In 2018, Duplantier also collaborated with Los Angeles-based art team SceneFour. This art publisher created the Art of Drums, a medium of crafting visual art using long-exposure photography capturing drum performances with LED-lit drumsticks—combining color, motion, and lighting. A year of work was necessary to obtain Duplantier's collection named Vers le Cosmos (Towards the Cosmos), including ten canvases in limited edition and signed. Duplantier decided to donate a portion of the proceeds from the sale to The Ocean Cleanup. Through the Art of Drums project, Duplantier joined a group of drummers such as Bill Ward, Cindy Blackman Santana, Chad Smith, Dave Lombardo, and Steven Adler.

==Equipment==
Duplantier endorses Tama, Zildjian cymbals and Remo.
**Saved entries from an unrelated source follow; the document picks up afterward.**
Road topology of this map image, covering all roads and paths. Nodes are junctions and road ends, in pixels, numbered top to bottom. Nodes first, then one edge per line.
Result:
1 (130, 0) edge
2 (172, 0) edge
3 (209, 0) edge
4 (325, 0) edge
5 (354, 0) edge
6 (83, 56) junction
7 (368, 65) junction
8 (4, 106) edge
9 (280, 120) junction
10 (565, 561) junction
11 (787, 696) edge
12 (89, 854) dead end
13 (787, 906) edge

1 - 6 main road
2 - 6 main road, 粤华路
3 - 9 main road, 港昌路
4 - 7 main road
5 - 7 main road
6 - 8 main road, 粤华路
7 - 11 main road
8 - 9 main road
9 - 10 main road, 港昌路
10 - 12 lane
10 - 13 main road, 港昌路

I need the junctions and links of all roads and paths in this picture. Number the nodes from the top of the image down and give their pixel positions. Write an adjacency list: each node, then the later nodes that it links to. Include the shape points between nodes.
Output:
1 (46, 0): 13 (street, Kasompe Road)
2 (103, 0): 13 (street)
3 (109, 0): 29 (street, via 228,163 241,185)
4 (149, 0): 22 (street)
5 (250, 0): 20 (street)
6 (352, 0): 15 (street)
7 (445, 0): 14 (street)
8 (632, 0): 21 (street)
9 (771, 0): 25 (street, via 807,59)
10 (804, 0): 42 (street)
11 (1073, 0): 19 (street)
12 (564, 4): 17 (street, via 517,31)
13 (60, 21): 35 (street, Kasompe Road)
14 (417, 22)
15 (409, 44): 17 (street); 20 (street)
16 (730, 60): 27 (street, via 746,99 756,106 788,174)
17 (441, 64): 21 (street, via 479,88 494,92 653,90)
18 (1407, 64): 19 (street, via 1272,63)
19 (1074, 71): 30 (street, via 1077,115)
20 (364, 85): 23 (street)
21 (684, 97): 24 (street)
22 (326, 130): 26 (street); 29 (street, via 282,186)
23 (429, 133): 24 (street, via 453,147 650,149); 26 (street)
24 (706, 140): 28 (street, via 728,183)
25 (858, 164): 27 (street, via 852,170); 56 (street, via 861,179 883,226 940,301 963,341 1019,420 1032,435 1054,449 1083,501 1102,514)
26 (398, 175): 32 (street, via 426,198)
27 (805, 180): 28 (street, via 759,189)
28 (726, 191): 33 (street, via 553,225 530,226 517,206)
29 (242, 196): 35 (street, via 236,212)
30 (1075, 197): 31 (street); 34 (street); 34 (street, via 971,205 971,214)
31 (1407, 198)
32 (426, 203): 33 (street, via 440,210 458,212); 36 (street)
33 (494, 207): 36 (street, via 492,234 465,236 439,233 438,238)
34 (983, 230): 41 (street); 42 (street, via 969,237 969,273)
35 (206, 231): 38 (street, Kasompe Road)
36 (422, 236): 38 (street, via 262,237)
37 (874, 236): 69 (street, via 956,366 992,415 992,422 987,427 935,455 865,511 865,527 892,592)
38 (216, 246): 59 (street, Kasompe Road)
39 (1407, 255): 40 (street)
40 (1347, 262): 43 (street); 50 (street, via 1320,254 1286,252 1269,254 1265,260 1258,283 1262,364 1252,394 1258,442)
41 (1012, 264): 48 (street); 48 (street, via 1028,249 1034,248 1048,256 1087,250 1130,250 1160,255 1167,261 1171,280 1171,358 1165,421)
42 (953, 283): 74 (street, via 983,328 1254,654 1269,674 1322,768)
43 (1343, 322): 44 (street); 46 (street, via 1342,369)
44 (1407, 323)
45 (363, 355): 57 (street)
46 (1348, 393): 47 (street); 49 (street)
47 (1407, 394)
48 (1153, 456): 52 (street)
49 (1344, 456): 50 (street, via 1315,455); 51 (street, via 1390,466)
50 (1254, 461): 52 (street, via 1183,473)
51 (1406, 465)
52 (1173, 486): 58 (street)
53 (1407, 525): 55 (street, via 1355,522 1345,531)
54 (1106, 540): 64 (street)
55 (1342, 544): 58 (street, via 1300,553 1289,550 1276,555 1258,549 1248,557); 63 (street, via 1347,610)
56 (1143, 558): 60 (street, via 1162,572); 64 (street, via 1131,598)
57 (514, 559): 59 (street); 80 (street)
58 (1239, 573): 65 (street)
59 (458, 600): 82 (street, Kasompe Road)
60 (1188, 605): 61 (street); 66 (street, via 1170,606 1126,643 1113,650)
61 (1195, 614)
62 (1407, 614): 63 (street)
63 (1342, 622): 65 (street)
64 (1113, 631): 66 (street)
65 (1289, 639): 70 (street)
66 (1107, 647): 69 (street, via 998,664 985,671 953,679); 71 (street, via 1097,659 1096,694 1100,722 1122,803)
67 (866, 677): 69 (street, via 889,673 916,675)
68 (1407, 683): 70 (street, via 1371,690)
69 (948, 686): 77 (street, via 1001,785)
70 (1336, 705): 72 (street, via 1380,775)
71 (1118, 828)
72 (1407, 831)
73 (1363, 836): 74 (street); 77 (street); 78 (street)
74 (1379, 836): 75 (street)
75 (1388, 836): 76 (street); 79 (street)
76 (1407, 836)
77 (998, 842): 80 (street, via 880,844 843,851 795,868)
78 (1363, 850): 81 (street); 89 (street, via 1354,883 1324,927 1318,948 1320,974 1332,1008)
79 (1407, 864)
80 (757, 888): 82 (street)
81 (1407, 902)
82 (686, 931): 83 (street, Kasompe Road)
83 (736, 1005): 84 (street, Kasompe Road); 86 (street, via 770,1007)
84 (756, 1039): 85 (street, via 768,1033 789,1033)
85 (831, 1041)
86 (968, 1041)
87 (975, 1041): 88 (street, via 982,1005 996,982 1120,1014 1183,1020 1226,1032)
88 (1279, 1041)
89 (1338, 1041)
- Drums – Tama SC Bubinga − White Pearl w/Diamond Inlay
- Drums Tama Superstar Custom- Black Hardware And Yellow Shell
  - 22"x18" Bass Drum
  - 22"x18" Bass Drum
  - 14"x6.5" Snare Drum
  - 12"x9" Tom Tom
  - 13"x10" Tom Tom
  - 16"x16" Floor Tom

- Hardware –
  - Speed Cobra (HP910LSW)
  - DW 5000 Bass Drum Pedals
  - Iron Cobra Lever Glide Hi-Hat Stand (HH905)
  - 1st Chair Ergo-Rider Drum Throne (HT730)
  - Gibraltar Rack And Clamps Hardware

- Cymbals – Zildjian
  - 13" A Custom Hi-Hats
  - 21" Z Custom Mega Bell Ride
  - 18" A Custom Projection Crash
  - 19" A Custom Projection Crash
  - 20" A Custom Projection Crash
  - 10" A Custom Splash
  - 20" A Custom China (x2)
- Other
  - Mario Duplantier Signature Sticks

==Discography==

===Gojira===

- Demos
- Victim (as Godzilla) (1996)
- Possessed (as Godzilla) (1997)
- Saturate (as Godzilla) (1999)
- Wisdom Comes (as Godzilla) (2000)

- EPs
- Maciste All'Inferno (Gojira) (2003)
- End of Time (Gojira) (2012)

- Studio albums
- Terra Incognita (2001)
- The Link (2003)
- From Mars to Sirius (2005)
- The Way of All Flesh (2008)
- L'Enfant Sauvage (2012)
- Magma (2016)
- Fortitude (2021)

===Empalot===
- Brout (demo, 1999)
- Tous aux Cèpes (full-length, 2002)
- Empalot en Concert (live, 2004)

==Awards and nominations==

Award: Year; Recipient(s) and nominee(s); Category; Result; Ref.
Epiphone Revolver Golden Gods Music Awards: 2013; Himself; Best Drummer; Nominated
Loudwire Music Awards: 2012; Drummer of the Year; Nominated
2017: Best Drummer; Won
2016: Best Drummer of the Year; Nominated
Rhythm/MusicRadar Awards: Best Metal Drummer; Won
2020: Nominated
2021: Won

- Bernhard Castiglioni of Drummerworld (the "website No. 1 in the world as reference for drummers"), has included Duplantier on his list of 24 names titled "The Metal Drummers" (in alphabetical order).
- 2012: He won the "Best Drummer of Modern Metal" by MetalSucks.
- 2020: Duplantier was awarded the No. 5 ranking on the Revolvers list of the "5 Greatest Metal Drummers of All Time". He was ranked No. 21 on Loudwires list of "The 66 Best Metal + Hard Rock Drummers of All Time".